14. Instead of assailing or annoying one another, they are represented as making common cause against a common enemy. And they (Ephraim and Judah. undivided Israel) shall fly (like a bird of prey) upon the shoulder of the Philistines towards the sea (or westward); together they shall spoil the sons of the east (the Arabians and perhaps the Syrians); Edom and Moab the stretching out of their hand (i. e. the object of that action) and the children of Amman their obedience (i. e. their subjects). All the names are those of neighbouring nations with whom the Hebrews were accustomed to wage war. Edom, Moab, and Ammon, may be specially named for an additional reason, viz. that they were nearly related to Israel, and yet among his most inveterate enemies. The Jews explain this as a literal prediction having respect to the countries formerly possessed by the races here enumerated. Most Christian writers understand it spiritually of the conquests to be achieved by the true religion, and suppose the nations here named to be simply put for enemies in general, or for the heathen world; this method of description being rendered more emphatic by the historical associations which the names awaken. To fly upon means here to fly at, or to pounce upon, the figure being that of an eagle or other bird of prey.

15. To the destruction of the enemies of Israel is added a prediction that all obstacles, even the most formidable, to the restoration of God's people, shall be overcome or taken away by his almighty power. This idea is naturally expressed by the dividing of the Red Sea and Euphrates, because Egypt and Assyria are the two great powers from which Israel had suffered and was yet to be delivered. And Jehovah will destroy (by drying up) the tongue (or bay) of the sea of Egypt (i. e. the Red Sea), and he will leave his hand (as a gesture of menace or a symbol of miraculous power) over the river (Euphrates), in the violence of his wind (or breath), and smite it (the Euphrates) into seven streams, and make (his people) tread (it) in shoes (i. e. dry-shod). Tongue, which is applied in other languages to projecting points of land, is here descriptive of a bay or indentation in a shore. The sea of Egypt is not the Nile, as some suppose, although the name sea has been certainly applied to it from the earliest times, but the Red Sea, called the Sea of Egypt for the same reason that it is called the Arabian Gulf. The tongue of this sea is the narrow gulf or bay in which it terminates to the north-west near Suez, called by the old writers the Sinus Heroopolitanus, to distinguish it from the Sinus Elaniticus, the north-east extremity. Through the former the Israelites passed when they left Egypt, and it is now predicted that it shall be utterly destroyed, i. e. dried up. At the same time the Euphrates is to be smitten into seven streams, and so made fordable, as Cyrus is said to have reduced the Gyndes by diverting its water into many artificial channels. The terms are probably strong figures drawn from the early history and experience of Israel.

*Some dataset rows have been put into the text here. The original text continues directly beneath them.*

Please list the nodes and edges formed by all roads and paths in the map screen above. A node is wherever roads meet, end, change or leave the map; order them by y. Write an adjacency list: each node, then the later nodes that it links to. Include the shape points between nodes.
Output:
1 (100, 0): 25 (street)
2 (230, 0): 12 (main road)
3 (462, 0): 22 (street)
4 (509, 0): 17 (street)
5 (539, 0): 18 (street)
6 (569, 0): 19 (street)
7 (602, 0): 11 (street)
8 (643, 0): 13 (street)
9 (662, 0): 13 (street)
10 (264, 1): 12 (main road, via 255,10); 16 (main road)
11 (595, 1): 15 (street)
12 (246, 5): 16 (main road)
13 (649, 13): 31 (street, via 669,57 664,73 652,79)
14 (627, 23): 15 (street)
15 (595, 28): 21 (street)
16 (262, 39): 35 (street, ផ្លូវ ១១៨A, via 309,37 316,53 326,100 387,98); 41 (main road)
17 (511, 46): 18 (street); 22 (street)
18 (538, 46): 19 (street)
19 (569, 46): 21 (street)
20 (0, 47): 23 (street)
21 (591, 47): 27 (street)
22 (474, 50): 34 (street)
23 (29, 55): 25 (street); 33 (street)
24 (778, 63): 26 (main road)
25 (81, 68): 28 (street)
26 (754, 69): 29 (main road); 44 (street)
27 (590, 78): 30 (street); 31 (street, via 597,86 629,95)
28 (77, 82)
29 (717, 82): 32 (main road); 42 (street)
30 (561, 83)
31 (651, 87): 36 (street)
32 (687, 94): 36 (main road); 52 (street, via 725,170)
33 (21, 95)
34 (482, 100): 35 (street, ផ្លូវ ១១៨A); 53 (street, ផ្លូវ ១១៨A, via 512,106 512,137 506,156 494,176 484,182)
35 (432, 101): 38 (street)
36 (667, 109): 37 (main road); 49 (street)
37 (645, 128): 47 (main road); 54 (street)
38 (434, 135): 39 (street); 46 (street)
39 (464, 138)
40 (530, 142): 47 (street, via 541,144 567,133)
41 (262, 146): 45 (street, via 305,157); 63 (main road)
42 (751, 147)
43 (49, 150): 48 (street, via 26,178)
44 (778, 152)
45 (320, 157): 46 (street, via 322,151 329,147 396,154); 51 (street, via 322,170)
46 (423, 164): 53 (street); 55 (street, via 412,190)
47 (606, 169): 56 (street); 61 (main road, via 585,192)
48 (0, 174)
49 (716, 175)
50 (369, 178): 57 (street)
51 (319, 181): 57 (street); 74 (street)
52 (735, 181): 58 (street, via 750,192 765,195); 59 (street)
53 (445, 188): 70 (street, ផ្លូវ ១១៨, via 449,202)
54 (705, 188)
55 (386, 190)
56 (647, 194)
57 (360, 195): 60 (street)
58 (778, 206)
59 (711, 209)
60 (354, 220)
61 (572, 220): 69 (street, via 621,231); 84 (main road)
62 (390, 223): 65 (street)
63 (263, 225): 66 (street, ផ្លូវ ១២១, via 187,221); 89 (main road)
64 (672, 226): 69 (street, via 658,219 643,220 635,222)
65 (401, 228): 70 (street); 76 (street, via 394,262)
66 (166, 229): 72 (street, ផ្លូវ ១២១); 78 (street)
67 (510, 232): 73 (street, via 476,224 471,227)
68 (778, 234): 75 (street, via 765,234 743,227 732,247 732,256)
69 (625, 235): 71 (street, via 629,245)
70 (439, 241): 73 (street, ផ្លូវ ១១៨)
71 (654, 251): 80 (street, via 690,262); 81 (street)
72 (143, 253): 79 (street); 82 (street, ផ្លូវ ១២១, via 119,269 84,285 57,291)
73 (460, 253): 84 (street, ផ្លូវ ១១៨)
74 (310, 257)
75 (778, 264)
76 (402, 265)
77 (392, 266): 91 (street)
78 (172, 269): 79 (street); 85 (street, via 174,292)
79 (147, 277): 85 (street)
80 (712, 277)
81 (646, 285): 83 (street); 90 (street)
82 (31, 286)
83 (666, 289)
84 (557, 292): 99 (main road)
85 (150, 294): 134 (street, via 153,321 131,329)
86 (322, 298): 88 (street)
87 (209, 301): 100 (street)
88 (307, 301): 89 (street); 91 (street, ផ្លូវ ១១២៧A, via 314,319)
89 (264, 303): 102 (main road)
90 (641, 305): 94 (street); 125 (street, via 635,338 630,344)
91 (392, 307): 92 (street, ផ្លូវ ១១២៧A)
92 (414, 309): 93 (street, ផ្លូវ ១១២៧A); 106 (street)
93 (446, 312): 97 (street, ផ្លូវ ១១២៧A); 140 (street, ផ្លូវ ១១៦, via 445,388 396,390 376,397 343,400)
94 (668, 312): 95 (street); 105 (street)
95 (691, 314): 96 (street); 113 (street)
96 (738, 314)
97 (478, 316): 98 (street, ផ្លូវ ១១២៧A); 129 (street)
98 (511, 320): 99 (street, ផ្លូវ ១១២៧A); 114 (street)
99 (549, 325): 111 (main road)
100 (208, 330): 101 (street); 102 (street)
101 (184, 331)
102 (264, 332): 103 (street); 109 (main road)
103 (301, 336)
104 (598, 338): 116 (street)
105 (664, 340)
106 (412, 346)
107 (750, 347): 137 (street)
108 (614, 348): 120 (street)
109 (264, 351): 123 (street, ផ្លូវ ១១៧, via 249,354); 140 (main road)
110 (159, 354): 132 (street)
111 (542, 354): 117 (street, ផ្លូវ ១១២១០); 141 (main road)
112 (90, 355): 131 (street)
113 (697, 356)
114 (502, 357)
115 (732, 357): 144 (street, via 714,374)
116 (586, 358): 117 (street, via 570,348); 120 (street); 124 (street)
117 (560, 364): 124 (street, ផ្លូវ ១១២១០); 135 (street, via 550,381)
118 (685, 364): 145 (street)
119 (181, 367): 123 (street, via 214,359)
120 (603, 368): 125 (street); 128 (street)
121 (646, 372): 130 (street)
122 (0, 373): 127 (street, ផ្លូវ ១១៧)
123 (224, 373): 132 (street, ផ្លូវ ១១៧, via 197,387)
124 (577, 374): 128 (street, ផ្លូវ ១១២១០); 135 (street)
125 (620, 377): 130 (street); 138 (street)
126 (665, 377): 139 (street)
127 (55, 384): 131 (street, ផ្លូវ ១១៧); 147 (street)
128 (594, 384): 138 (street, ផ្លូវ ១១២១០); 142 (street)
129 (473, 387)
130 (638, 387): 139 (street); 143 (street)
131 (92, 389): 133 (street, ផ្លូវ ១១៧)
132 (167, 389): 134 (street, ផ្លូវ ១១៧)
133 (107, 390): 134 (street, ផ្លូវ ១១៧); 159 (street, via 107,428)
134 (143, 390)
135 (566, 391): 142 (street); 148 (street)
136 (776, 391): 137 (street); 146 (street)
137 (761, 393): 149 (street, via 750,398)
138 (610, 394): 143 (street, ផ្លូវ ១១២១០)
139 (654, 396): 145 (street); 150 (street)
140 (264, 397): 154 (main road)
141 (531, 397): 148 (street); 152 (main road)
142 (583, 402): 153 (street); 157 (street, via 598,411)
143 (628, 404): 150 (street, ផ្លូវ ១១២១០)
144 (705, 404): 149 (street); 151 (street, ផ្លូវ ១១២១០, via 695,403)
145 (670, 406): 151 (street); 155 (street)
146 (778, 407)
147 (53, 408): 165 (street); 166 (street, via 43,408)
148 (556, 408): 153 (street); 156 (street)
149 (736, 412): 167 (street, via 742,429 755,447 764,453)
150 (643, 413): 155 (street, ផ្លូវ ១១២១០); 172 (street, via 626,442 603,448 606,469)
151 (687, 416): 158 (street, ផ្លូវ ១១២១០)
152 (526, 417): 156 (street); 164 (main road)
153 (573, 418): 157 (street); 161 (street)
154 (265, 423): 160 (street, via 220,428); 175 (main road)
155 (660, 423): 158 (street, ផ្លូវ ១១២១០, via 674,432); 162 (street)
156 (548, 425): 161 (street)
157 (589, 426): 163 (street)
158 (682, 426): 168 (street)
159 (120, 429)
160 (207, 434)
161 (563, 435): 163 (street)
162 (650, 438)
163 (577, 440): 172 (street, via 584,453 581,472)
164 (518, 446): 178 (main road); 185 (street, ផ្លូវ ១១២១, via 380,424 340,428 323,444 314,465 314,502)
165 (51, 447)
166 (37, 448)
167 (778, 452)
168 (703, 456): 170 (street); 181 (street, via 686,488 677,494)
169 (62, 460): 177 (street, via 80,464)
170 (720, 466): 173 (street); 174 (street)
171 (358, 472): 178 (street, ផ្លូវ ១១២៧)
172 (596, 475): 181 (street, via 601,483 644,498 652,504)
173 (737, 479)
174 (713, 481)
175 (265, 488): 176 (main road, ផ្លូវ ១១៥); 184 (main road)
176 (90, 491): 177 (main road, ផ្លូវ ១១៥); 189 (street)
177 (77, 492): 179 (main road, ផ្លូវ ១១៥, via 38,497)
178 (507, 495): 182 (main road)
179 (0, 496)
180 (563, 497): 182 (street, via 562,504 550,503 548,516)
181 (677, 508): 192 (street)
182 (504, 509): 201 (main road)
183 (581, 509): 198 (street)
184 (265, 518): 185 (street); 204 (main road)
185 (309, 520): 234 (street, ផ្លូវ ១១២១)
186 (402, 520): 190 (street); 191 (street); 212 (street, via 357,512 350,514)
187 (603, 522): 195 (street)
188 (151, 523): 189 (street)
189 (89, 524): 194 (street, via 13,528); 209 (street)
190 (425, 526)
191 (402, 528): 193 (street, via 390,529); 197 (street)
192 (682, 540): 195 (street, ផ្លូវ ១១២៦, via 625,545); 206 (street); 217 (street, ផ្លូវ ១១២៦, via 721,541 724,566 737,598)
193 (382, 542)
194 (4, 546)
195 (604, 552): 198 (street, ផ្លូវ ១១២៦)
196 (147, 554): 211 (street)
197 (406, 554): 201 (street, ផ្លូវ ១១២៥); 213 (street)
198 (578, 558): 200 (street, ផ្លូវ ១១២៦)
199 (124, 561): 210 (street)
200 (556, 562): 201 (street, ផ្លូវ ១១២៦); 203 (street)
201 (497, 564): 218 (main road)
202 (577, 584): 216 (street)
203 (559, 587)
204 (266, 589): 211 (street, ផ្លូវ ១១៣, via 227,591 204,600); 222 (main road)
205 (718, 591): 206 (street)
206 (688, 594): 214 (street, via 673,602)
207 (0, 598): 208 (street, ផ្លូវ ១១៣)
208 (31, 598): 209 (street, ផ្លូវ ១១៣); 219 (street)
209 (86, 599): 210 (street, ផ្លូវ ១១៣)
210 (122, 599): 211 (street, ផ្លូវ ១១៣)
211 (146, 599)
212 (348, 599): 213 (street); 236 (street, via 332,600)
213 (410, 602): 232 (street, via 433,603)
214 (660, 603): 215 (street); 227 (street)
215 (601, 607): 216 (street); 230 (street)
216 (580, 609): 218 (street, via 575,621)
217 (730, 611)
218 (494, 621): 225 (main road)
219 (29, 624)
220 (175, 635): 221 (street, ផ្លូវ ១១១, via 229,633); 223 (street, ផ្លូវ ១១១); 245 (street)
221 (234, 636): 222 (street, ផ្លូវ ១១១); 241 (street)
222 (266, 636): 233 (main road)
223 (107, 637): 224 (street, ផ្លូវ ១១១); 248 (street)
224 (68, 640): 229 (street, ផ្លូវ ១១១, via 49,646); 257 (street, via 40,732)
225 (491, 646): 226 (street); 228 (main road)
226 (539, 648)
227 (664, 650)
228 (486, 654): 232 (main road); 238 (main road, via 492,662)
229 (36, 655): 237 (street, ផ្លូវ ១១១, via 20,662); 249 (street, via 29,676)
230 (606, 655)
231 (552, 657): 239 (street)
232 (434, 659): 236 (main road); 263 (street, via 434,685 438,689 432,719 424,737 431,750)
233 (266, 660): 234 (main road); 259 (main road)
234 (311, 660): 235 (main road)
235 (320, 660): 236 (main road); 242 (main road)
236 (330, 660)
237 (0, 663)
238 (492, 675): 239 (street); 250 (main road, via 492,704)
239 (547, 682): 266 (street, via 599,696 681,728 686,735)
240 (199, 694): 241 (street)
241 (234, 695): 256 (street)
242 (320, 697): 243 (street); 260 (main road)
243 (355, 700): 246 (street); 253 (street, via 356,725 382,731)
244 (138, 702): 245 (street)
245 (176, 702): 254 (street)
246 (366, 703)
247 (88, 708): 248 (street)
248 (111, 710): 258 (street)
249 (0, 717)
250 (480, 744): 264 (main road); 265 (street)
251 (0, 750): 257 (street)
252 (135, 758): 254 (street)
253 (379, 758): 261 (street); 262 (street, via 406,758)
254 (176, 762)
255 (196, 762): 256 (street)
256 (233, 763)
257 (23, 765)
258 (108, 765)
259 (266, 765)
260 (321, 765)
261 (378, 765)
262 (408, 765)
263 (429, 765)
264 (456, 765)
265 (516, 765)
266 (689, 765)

16. And there shall be a highway for the remnant of my people, which shall be left, from Assyria, as there was for Israel, in the day of his coming up from the land of Egypt. This verse admits of two interpretations. According to one, it is a comparison of the former deliverance from Egypt with the future one from Assyria and the neighbouring countries, where most Jewish exiles were to be found. According to the other, it is a repetition of the preceding promise, that previous deliverances, particularly those from Egypt and Assyria, should be repeated in the future history of the church. The fulfilment has been sought by different interpreters, in the return from Babylon, in the general progress of the gospel, and in the future restoration of the Jews. The first of these can at most be regarded only as a partial or inchoate fulfilment, and against the last lies the obvious objection, that the context contains promises and threatenings which are obviously figurative, although so expressed as to contain allusion to remarkable events in the experience of Israel. Such is the dividing or drying up of the tongue of the Red Sea, which must either be figuratively understood, or supposed to refer to a future miracle, which last hypothesis is certainly not necessary, and therefore can be fully justified by nothing but the actual event.